Los Angeles, August 25, 2025

Reprinted from My Queer Cinema blog (August 2025).

Gregory J. Markopoulos | Swain / 1950

escape from hell

by Douglas Messerli

 

Gregory J. Markopoulos (screenwriter, based on Nathaniel Hawthorne’s Fanshawe, and director) Swain / 1950

 

Gregory Markopoulos’ 1950 short film Swain has a great many things in common, structurally and narratively, with the works of Curtis Harrington (in particular his 1946 film Fragment of Seeking), Kenneth Anger (Fireworks of 1947) and other early “coming out” works—what I describe as the “A” version—of the period, including his own Christmas, USA of 1949. The major difference, however, which also perhaps requires us to even reconsider the earlier works I mention, is that Markopoulos’ Swain, in its exaggerated tropes and its early-color vignettes, as if we were skipping through a scrapbook, is also very funny, seeming at moments, almost to make light of the genre his dear friends and he himself had already established. Perhaps, we suddenly perceive, Harrington, Anger, and others, despite their serious pleas for an escape from normative sex, were also having more fun with their expressions than we might have imagined, laughing at times at their own suffering.

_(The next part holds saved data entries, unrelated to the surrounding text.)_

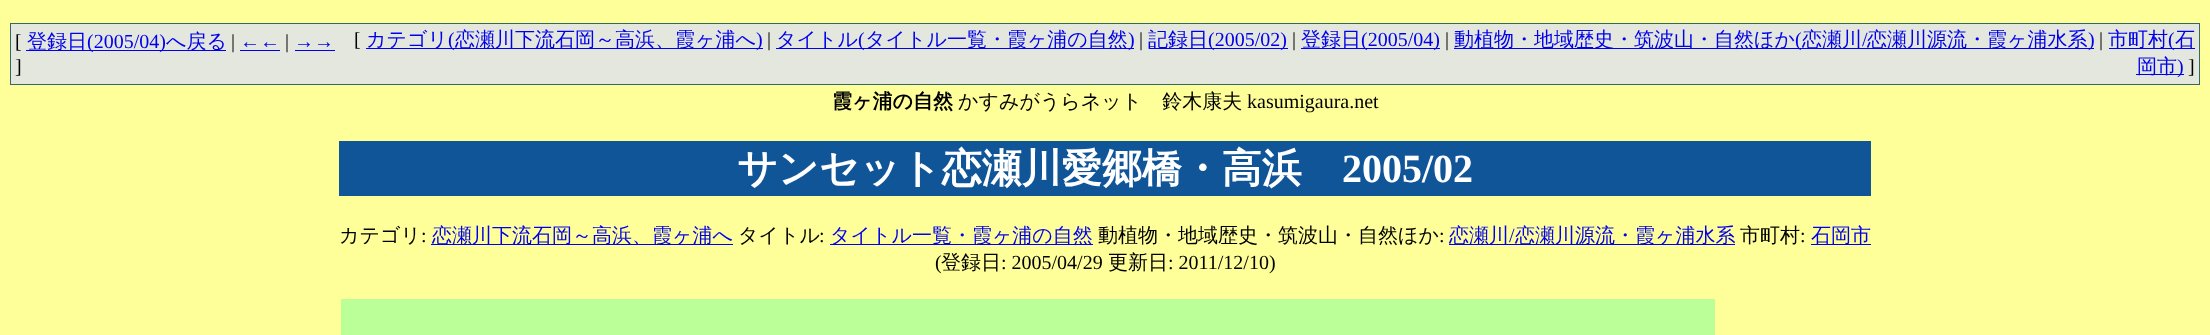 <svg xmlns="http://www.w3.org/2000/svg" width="2210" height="335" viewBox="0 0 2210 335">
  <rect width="100%" height="100%" fill="#ffff99"/>
  <rect x="10" y="23" width="2190" height="62" fill="#346767"/>
  <rect x="11" y="24" width="2188" height="60" fill="#e4e7dd"/>
  <text x="15" y="48" font-family="Liberation Serif" font-size="20" fill="#000000">[</text>
  <rect x="26" y="50" width="200" height="1" fill="#0000ee"/>
  <text x="27" y="48" font-family="WenQuanYi Zen Hei" font-size="20" font-weight="500" fill="#0000ee">登録日</text>
  <text x="87" y="48" font-family="Liberation Serif" font-size="20" fill="#0000ee">(2005/04)</text>
  <text x="166" y="48" font-family="WenQuanYi Zen Hei" font-size="20" font-weight="500" fill="#0000ee">へ戻る</text>
  <text x="231" y="48" font-family="Liberation Serif" font-size="20" fill="#000000">|</text>
  <text x="240" y="48" font-family="Liberation Serif" font-size="20" fill="#0000ee">←←</text>
  <rect x="240" y="50" width="40" height="1" fill="#0000ee"/>
  <text x="285" y="48" font-family="Liberation Serif" font-size="20" fill="#000000">|</text>
  <text x="294" y="48" font-family="Liberation Serif" font-size="20" fill="#0000ee">→→</text>
  <rect x="295" y="50" width="40" height="1" fill="#0000ee"/>
  <text x="15" y="73" font-family="Liberation Serif" font-size="20" fill="#000000">]</text>
  <text x="354" y="46" font-family="Liberation Serif" font-size="20" fill="#000000">[</text>
  <rect x="366" y="48" width="397" height="1" fill="#0000ee"/>
  <text x="366" y="46" font-family="WenQuanYi Zen Hei" font-size="20" font-weight="500" fill="#0000ee">カテゴリ</text>
  <text x="448" y="46" font-family="Liberation Serif" font-size="20" fill="#0000ee">(</text>
  <text x="455" y="46" font-family="WenQuanYi Zen Hei" font-size="20" font-weight="500" fill="#0000ee">恋瀬川下流石岡～高浜、霞ヶ浦へ</text>
  <text x="756" y="46" font-family="Liberation Serif" font-size="20" fill="#0000ee">)</text>
  <text x="767" y="46" font-family="Liberation Serif" font-size="20" fill="#000000">|</text>
  <rect x="776" y="48" width="358" height="1" fill="#0000ee"/>
  <text x="776" y="46" font-family="WenQuanYi Zen Hei" font-size="20" font-weight="500" fill="#0000ee">タイトル</text>
  <text x="858" y="46" font-family="Liberation Serif" font-size="20" fill="#0000ee">(</text>
  <text x="865" y="46" font-family="WenQuanYi Zen Hei" font-size="20" font-weight="500" fill="#0000ee">タイトル一覧・霞ヶ浦の自然</text>
  <text x="1128" y="46" font-family="Liberation Serif" font-size="20" fill="#0000ee">)</text>
  <text x="1139" y="46" font-family="Liberation Serif" font-size="20" fill="#000000">|</text>
  <rect x="1149" y="48" width="139" height="1" fill="#0000ee"/>
  <text x="1148" y="46" font-family="WenQuanYi Zen Hei" font-size="20" font-weight="500" fill="#0000ee">記録日</text>
  <text x="1208" y="46" font-family="Liberation Serif" font-size="20" fill="#0000ee">(2005/02)</text>
  <text x="1292" y="46" font-family="Liberation Serif" font-size="20" fill="#000000">|</text>
  <rect x="1301" y="48" width="139" height="1" fill="#0000ee"/>
  <text x="1301" y="46" font-family="WenQuanYi Zen Hei" font-size="20" font-weight="500" fill="#0000ee">登録日</text>
  <text x="1361" y="46" font-family="Liberation Serif" font-size="20" fill="#0000ee">(2005/04)</text>
  <text x="1445" y="46" font-family="Liberation Serif" font-size="20" fill="#000000">|</text>
  <rect x="1454" y="48" width="640" height="1" fill="#0000ee"/>
  <text x="1454" y="46" font-family="WenQuanYi Zen Hei" font-size="20" font-weight="500" fill="#0000ee">動植物・地域歴史・筑波山・自然ほか</text>
  <text x="1795" y="46" font-family="Liberation Serif" font-size="20" fill="#0000ee">(</text>
  <text x="1802" y="46" font-family="WenQuanYi Zen Hei" font-size="20" font-weight="500" fill="#0000ee">恋瀬川</text>
  <text x="1862" y="46" font-family="Liberation Serif" font-size="20" fill="#0000ee">/</text>
  <text x="1867" y="46" font-family="WenQuanYi Zen Hei" font-size="20" font-weight="500" fill="#0000ee">恋瀬川源流・霞ヶ浦水系</text>
  <text x="2088" y="46" font-family="Liberation Serif" font-size="20" fill="#0000ee">)</text>
  <text x="2099" y="46" font-family="Liberation Serif" font-size="20" fill="#000000">|</text>
  <rect x="2109" y="48" width="86" height="1" fill="#0000ee"/>
  <text x="2108" y="46" font-family="WenQuanYi Zen Hei" font-size="20" font-weight="500" fill="#0000ee">市町村</text>
  <text x="2168" y="46" font-family="Liberation Serif" font-size="20" fill="#0000ee">(</text>
  <text x="2175" y="46" font-family="WenQuanYi Zen Hei" font-size="20" font-weight="500" fill="#0000ee">石</text>
  <rect x="2136" y="74" width="48" height="1" fill="#0000ee"/>
  <text x="2137" y="73" font-family="WenQuanYi Zen Hei" font-size="20" font-weight="500" fill="#0000ee">岡市</text>
  <text x="2177" y="73" font-family="Liberation Serif" font-size="20" fill="#0000ee">)</text>
  <text x="2188" y="73" font-family="Liberation Serif" font-size="20" fill="#000000">]</text>
  <text x="832" y="108" font-family="WenQuanYi Zen Hei" font-size="20" font-weight="bold" fill="#000000">霞ヶ浦の自然</text>
  <text x="958" y="108" font-family="WenQuanYi Zen Hei" font-size="20" font-weight="500" fill="#000000">かすみがうらネット　鈴木康夫</text>
  <text x="1247" y="108" font-family="Liberation Serif" font-size="20" fill="#000000">kasumigaura.net</text>
  <rect x="339" y="141" width="1532" height="55" fill="#115599"/>
  <text x="737" y="182" font-family="WenQuanYi Zen Hei" font-size="40" font-weight="bold" fill="#ffffff">サンセット恋瀬川愛郷橋・高浜</text>
  <text x="1342" y="182" font-family="Liberation Serif" font-size="40" font-weight="bold" fill="#ffffff">2005/02</text>
  <text x="339" y="242" font-family="WenQuanYi Zen Hei" font-size="20" font-weight="500" fill="#000000">カテゴリ</text>
  <text x="421" y="242" font-family="Liberation Serif" font-size="20" fill="#000000">:</text>
  <rect x="431" y="244" width="302" height="1" fill="#0000ee"/>
  <text x="432" y="242" font-family="WenQuanYi Zen Hei" font-size="20" font-weight="500" fill="#0000ee">恋瀬川下流石岡～高浜、霞ヶ浦へ</text>
  <text x="738" y="242" font-family="WenQuanYi Zen Hei" font-size="20" font-weight="500" fill="#000000">タイトル</text>
  <text x="819" y="242" font-family="Liberation Serif" font-size="20" fill="#000000">:</text>
  <rect x="830" y="244" width="263" height="1" fill="#0000ee"/>
  <text x="830" y="242" font-family="WenQuanYi Zen Hei" font-size="20" font-weight="500" fill="#0000ee">タイトル一覧・霞ヶ浦の自然</text>
  <text x="1098" y="242" font-family="WenQuanYi Zen Hei" font-size="20" font-weight="500" fill="#000000">動植物・地域歴史・筑波山・自然ほか</text>
  <text x="1439" y="242" font-family="Liberation Serif" font-size="20" fill="#000000">:</text>
  <rect x="1449" y="244" width="286" height="1" fill="#0000ee"/>
  <text x="1449" y="242" font-family="WenQuanYi Zen Hei" font-size="20" font-weight="500" fill="#0000ee">恋瀬川</text>
  <text x="1509" y="242" font-family="Liberation Serif" font-size="20" fill="#0000ee">/</text>
  <text x="1515" y="242" font-family="WenQuanYi Zen Hei" font-size="20" font-weight="500" fill="#0000ee">恋瀬川源流・霞ヶ浦水系</text>
  <text x="1740" y="242" font-family="WenQuanYi Zen Hei" font-size="20" font-weight="500" fill="#000000">市町村</text>
  <text x="1800" y="242" font-family="Liberation Serif" font-size="20" fill="#000000">:</text>
  <rect x="1811" y="244" width="60" height="1" fill="#0000ee"/>
  <text x="1811" y="242" font-family="WenQuanYi Zen Hei" font-size="20" font-weight="500" fill="#0000ee">石岡市</text>
  <text x="935" y="269" font-family="Liberation Serif" font-size="20" fill="#000000">(</text>
  <text x="941" y="269" font-family="WenQuanYi Zen Hei" font-size="20" font-weight="500" fill="#000000">登録日</text>
  <text x="1001" y="269" font-family="Liberation Serif" font-size="20" fill="#000000">: 2005/04/29</text>
  <text x="1108" y="269" font-family="WenQuanYi Zen Hei" font-size="20" font-weight="500" fill="#000000">更新日</text>
  <text x="1168" y="269" font-family="Liberation Serif" font-size="20" fill="#000000">: 2011/12/10)</text>
  <rect x="341" y="299" width="1374" height="36" fill="#bbff99"/>
</svg>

     Like the previous works, Swain concerns a ritualized rejection of heterosexuality. Our hero, played by Markopoulos himself, has clearly had enough in the pits of his hetero-pretense represented in this case by a swamp full of alligators, a moccasin snake, and a dead bird from which a worm on his wing, as our hero climbs out of his own “slough of despondency,” struggling his way back into the Ohio landscape (Markopoulos was born and raised in Toledo, Ohio) wherein he is more at home. The scene of him clawing his way up to the highway can only remind one of a scene in Harrington’s 1948 movie, Picnic, where the queer figure, in search of escape, climbs up an endless staircase with crooked steps that seem to be growing as he struggles to make his way to the top.

    Markopoulos, our queer hero, does eventually scramble up the bank to reach the highway, doing what can only be described as a little dance of joy as he runs off in his escape from the matrimonial pits he has been facing.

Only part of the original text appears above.